中小建設業におけるDXやICTの活用は、全体的に見れば、まだ十分に進んでいないといえる。ただ、そうした中でも、思った以上に積極的に取り組んでいる事例も見受けられる。DXやICTを積極的に活用している企業は、社長の意思決定が早いように感じる。それは危機感の表れでもあると思われる。生産性向上を図る各種取り組みを通じて、人材獲得につなげていこうという意志を感じる。こうした好事例も参考にしながら、中小建設業全体で生産性を向上させていくことを期待したい。
全国建設業協会では毎年、技術研究発表会を開催している。
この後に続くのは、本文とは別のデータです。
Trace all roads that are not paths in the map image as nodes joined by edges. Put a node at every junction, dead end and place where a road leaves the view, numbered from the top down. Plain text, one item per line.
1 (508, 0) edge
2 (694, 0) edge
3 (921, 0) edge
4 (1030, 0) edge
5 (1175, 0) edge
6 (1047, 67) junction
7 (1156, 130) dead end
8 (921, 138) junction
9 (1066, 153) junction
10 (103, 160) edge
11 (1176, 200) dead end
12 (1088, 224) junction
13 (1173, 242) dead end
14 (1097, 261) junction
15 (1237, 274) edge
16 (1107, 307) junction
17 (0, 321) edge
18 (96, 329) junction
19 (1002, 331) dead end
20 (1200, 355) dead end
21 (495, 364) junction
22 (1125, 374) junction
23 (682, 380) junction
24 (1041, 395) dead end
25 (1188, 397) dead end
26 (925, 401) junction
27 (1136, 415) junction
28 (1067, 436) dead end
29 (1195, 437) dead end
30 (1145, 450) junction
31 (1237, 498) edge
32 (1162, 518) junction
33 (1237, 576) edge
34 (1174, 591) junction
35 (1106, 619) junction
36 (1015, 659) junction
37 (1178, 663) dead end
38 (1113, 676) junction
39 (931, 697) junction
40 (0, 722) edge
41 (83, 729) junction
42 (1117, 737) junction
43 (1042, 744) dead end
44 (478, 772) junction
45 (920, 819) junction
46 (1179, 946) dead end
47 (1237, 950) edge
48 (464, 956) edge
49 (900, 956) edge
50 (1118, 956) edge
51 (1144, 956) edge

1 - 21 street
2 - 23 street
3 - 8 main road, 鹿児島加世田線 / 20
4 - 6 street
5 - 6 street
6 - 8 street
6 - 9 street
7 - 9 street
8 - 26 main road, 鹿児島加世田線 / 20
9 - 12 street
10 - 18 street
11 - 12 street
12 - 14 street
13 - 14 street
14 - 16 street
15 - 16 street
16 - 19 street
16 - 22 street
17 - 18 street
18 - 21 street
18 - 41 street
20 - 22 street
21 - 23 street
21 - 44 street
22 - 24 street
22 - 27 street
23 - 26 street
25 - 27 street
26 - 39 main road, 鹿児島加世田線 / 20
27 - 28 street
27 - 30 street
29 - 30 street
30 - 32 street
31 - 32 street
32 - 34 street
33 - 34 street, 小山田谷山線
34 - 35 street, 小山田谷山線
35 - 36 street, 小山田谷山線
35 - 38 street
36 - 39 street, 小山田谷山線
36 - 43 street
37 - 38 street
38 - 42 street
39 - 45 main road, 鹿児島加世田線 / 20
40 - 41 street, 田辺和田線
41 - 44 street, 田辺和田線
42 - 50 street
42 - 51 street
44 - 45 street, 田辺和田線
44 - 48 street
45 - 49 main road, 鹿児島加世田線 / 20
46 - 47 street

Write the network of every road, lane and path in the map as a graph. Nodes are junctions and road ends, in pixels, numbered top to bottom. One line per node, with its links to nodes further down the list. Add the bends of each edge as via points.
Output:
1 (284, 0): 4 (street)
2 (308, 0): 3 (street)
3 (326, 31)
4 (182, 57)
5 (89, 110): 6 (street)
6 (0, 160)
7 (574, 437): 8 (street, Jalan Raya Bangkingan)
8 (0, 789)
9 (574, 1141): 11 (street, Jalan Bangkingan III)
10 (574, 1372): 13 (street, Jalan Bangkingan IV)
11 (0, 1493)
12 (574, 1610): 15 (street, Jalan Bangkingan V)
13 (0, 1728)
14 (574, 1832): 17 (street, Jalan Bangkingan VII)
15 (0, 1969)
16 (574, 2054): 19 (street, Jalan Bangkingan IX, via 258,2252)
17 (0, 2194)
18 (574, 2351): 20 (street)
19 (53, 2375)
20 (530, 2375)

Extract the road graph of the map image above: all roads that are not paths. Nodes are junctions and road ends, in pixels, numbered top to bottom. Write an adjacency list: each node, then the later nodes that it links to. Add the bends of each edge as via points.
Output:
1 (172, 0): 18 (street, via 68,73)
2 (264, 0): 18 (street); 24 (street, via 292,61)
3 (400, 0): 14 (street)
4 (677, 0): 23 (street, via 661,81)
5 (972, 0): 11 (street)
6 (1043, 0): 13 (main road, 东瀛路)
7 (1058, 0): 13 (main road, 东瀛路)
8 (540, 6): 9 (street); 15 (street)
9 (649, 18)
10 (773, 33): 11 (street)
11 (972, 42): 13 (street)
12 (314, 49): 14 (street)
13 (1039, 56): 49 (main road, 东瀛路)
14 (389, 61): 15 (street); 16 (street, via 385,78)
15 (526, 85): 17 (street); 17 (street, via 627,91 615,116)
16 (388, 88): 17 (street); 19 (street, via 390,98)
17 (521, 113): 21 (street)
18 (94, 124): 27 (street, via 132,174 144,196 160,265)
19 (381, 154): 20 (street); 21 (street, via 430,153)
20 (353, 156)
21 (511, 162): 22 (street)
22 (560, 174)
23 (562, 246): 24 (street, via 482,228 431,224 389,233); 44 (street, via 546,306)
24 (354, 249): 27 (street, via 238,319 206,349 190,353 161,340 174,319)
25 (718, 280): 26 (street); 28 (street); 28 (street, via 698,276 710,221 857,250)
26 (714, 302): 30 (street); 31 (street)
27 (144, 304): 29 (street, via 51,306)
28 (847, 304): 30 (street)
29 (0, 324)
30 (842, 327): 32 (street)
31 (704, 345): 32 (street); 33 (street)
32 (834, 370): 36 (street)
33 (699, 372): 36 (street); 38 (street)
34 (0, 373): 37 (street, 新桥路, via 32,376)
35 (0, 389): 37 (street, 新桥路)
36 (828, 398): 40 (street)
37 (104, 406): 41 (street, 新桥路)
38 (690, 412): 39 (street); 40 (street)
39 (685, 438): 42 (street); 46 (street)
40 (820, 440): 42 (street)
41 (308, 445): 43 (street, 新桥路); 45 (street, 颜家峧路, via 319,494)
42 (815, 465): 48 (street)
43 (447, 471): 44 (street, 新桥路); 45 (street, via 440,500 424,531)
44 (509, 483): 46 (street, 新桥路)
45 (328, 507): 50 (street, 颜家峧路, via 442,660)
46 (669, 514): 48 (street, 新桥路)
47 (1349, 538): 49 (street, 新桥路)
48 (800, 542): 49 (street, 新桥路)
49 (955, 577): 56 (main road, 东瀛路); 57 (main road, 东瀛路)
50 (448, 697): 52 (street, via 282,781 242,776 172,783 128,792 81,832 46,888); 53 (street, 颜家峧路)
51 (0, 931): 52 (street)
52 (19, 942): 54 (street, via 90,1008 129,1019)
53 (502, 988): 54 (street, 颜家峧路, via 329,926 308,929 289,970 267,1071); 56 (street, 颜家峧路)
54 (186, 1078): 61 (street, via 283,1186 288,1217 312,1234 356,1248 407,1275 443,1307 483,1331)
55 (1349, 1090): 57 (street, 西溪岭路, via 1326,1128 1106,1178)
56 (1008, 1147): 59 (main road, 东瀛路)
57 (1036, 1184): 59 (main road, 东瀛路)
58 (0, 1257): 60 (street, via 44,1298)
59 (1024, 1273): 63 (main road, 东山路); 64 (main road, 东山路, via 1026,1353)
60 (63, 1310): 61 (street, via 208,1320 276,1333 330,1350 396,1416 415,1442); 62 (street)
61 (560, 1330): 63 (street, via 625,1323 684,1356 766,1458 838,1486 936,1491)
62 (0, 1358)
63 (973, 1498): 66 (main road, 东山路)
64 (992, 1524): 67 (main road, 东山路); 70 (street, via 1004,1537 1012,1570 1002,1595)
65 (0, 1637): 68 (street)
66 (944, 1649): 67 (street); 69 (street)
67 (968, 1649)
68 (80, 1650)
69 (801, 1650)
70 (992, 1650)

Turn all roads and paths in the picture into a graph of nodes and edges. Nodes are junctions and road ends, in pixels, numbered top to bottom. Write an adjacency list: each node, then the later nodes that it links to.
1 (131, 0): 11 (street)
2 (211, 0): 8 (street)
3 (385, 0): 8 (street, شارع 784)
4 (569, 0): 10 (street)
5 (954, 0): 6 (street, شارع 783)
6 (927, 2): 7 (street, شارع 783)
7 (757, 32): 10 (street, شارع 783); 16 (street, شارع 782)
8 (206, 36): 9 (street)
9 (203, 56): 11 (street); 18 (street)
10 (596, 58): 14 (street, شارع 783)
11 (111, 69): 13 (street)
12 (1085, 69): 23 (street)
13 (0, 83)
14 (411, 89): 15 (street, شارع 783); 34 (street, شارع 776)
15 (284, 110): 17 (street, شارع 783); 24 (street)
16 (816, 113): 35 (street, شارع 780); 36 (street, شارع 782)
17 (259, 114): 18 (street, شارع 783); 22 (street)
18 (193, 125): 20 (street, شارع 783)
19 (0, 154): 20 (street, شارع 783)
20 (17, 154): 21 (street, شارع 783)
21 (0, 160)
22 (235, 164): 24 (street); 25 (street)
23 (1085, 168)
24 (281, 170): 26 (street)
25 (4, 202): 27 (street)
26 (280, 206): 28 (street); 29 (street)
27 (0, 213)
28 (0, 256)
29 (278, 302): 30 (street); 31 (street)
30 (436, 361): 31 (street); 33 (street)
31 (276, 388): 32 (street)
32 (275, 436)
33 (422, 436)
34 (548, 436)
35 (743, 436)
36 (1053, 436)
会員企業における技術者の「技術力と資質の向上」と「プレゼンテーション能力の向上」を目的としたものであり、技術者それぞれのアイデアを披露してもらい、水平展開につなげる狙いがある。また、2025年度から国土交通省の建設市場整備推進事業費補助金(ICT補助金)の執行団体となり、補助金の交付事務を行っている。補助金額は、25年度が2.5億円、26年度が3億円となっているが、予算額を上回る応募があった。
中小企業庁が総額3000億円の規模で創設した中小企業省力化投資補助金は、生産性向上に効果的な汎用製品をカタログから選択・導入できる。全産業を対象とした支援策ではあるが、カタログを見てみると建設業においても効果的に活用できるメニューもそろっている。ぜひ、補助金の活用に向けて積極的に応募し、生産性向上に役立ててほしい。
同補助金を含め、地域の建設企業が利用できる助成金・補助金をリストアップして、全建のホームページに一覧を掲載している。これを参考にして、必要に応じて行政書士と相談するなどして、各企業の取り組みに応じた支援策を活用してほしいと考えている。